(Beginning of Source data)

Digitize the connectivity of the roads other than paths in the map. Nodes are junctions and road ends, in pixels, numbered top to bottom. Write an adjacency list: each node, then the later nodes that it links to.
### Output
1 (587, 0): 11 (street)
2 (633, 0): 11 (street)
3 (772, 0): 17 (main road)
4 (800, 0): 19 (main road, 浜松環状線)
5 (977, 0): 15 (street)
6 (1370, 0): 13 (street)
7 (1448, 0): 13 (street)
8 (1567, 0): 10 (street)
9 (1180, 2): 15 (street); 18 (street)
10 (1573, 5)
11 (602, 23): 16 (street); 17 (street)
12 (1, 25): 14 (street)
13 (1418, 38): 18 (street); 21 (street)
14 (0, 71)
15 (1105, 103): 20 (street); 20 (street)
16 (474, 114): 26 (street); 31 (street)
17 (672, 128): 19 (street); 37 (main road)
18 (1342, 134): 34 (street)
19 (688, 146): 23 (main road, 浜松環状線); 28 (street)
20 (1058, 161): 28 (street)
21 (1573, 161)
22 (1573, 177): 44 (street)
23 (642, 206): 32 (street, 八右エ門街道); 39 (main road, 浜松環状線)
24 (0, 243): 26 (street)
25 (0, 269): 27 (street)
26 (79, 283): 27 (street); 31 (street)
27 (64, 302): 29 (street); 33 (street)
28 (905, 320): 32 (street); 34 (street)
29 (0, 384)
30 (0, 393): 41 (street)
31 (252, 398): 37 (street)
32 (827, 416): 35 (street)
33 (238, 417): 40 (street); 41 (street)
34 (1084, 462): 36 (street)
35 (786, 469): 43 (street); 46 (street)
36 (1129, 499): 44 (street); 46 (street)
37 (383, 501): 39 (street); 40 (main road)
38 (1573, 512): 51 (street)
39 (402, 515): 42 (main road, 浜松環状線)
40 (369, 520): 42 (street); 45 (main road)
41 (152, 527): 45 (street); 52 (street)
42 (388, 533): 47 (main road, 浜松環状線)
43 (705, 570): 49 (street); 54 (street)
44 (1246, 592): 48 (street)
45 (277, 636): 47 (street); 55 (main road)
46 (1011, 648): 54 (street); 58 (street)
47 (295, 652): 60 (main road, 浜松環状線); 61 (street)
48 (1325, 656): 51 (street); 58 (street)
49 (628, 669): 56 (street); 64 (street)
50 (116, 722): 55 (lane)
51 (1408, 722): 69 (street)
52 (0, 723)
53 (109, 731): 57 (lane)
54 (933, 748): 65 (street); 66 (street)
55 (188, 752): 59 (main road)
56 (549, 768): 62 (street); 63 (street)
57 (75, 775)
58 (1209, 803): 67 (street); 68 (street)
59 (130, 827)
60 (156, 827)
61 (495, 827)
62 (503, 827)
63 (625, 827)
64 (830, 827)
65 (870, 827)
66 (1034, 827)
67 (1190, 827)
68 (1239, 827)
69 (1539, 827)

(End of Source data)

:: Task prompt ::
Reproduce each line from the records that contains the word "浜松環状線".

:: Solution for this exercise ::
4 (800, 0): 19 (main road, 浜松環状線)
19 (688, 146): 23 (main road, 浜松環状線); 28 (street)
23 (642, 206): 32 (street, 八右エ門街道); 39 (main road, 浜松環状線)
39 (402, 515): 42 (main road, 浜松環状線)
42 (388, 533): 47 (main road, 浜松環状線)
47 (295, 652): 60 (main road, 浜松環状線); 61 (street)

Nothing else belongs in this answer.